What this gives us is a doubly-linked list of nodes. Making it possible for a child node, in the tree, to know about its parent node. This is also a recursive relationship, because the child stores the parent property as the parent node object itself. So, be careful of (recursion there) recursion there.
public function insert($value)
{
$node = $this->root;
if (!$node) {
return $this->root = new Node($value);
}
while($node) {
if ($value > $node->value) {
if ($node->right) {
$node = $node->right;
} else {
$node = $node->right = new Node($value, $node);
break;
}
} elseif ($value < $node->value) {
if ($node->left) {
$node = $node->left;
} else {
$node = $node->left = new Node($value, $node);
break;
}
} else {
break;
}
}
return $node;
}
The root
will have a null
parent, and that’s fine. So nothing else should change in our implementation. We’re now ready to implement delete in our BST class.
public function delete($value)
{
$node = $this->search($value);
if ($node) {
$node->delete();
}
}
The delete
method in our BST class is rather simple. It just searches for the node we’re trying to delete, and calls the delete
method on that Node. The Node should be able to take care of the rest from here.
public function delete()
{
if ($this->left && $this->right) {
$min = $this->right->min();
$this->value = $min->value;
$min->delete();
} elseif ($this->right) {
if ($this->parent->left === $this) {
$this->parent->left = $this->right;
$this->right->parent = $this->parent->left;
} elseif ($this->parent->right === $this) {
$this->parent->right = $this->right;
$this->right->parent = $this->parent->right;
}
$this->parent = null;
$this->right = null;
} elseif ($this->left) {
if ($this->parent->left === $this) {
$this->parent->left = $this->left;
$this->left->parent = $this->parent->left;
} elseif ($this->parent->right === $this) {
$this->parent->right = $this->left;
$this->left->parent = $this->parent->right;
}
$this->parent = null;
$this->left = null;
} else {
if ($this->parent->right === $this) {
$this->parent->right = null;
} elseif ($this->parent->left === $this) {
$this->parent->left = null;
}
$this->parent = null;
}
}
Our Node::delete()
, on the other hand, is not so simple.
The first if
condition, in this method, is the number 3 scenario on our list, mentioned earlier. When the node we’re trying to delete has both a left and right branch, we must first find the min
of its right branch and set its value to the value of that node. Then we call delete on that node. Notice, once we do that the min
node cannot meet the first condition again. It will only fall into one of the other two scenarios—it either has one child or no children at all (because it will never have a left branch).
The animation here, highlights the most complex of deletion cases, where we need to perform a delete on a node that has both left and right branches occupied.
Now, we’ll look at how you can walk through the binary search tree and some of the different ways you can do it.
One thing you should note about tree structures like the binary search tree is that they are not linear structures, like vectors, or linked lists.
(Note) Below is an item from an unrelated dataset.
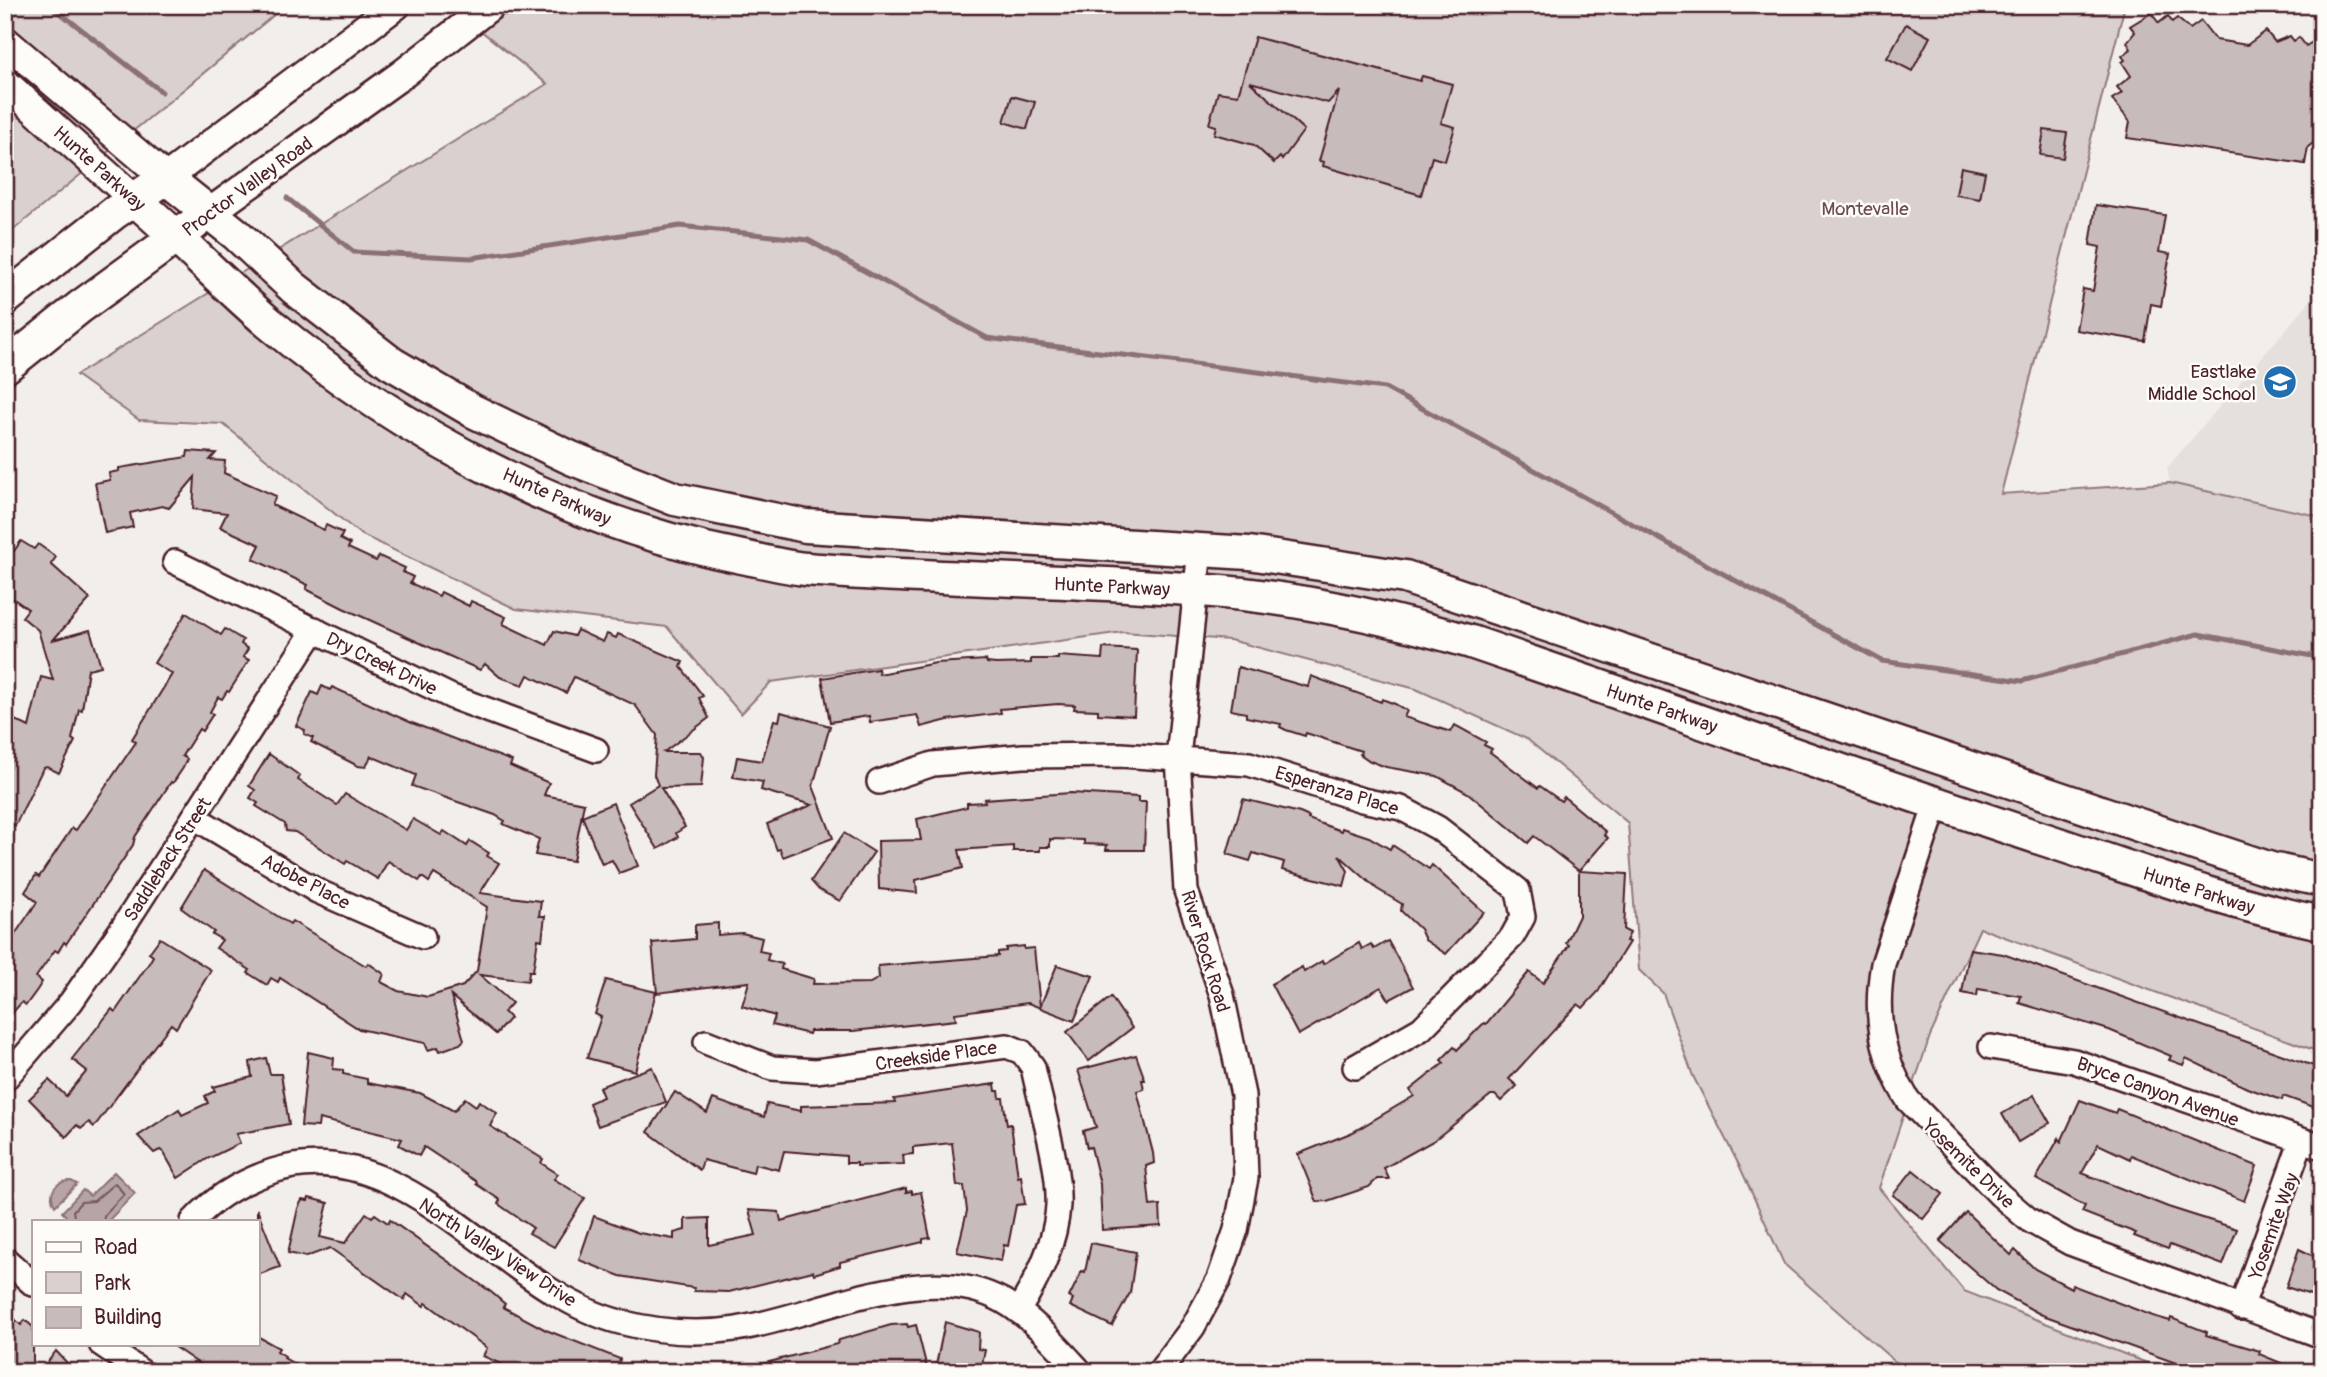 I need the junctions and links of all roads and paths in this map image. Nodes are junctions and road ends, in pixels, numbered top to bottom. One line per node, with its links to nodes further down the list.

They can not be viewed sequentially. They are actually traversed as graphs, which means there is more than one way to traverse them. However, there must be a systematic way in which you can visit every node in the tree exactly once. Otherwise, the implementation is considered inefficient and potentially defective. Imagine you wanted to print all of the node values in the tree and your method allowed some nodes to be visited more than once. This wouldn’t be very helpful.
There are two conceptual ways in which you can traverse a binary tree. One way is iterative, meaning it works sequentially (one after the other), but requires a little more memory. The other way is to do it recursively, and since a binary tree is by definition is a corecursive structure, that would make sense. Doing it iteratively requires storing or deferring some nodes to memory before traversing them. This is usually accomplished by using a stack or queue data structure. I actually find it easier to implement a walk
method on a tree recursively, but that’s just me. Then again, I’m the one writing this so, what do I care how you like to do it?!
Now whether the method of implementation is recursive or iterative, you still have to choose the order of traversal on the tree, which can be either Depth First or Breadth First. Breadth First order is also sometimes referred to as level order, because you visit every node on a particular level of the tree before moving down to the next level.
In Depth First order there are three different algorithms commonly used for traversal.
- Pre-order
- In-order
- Post-order
We’re not going to go through all of these approaches here. In this article, we’re just going to use Depth First In-order traversal, since I find it to make the most sense for demonstration purposes.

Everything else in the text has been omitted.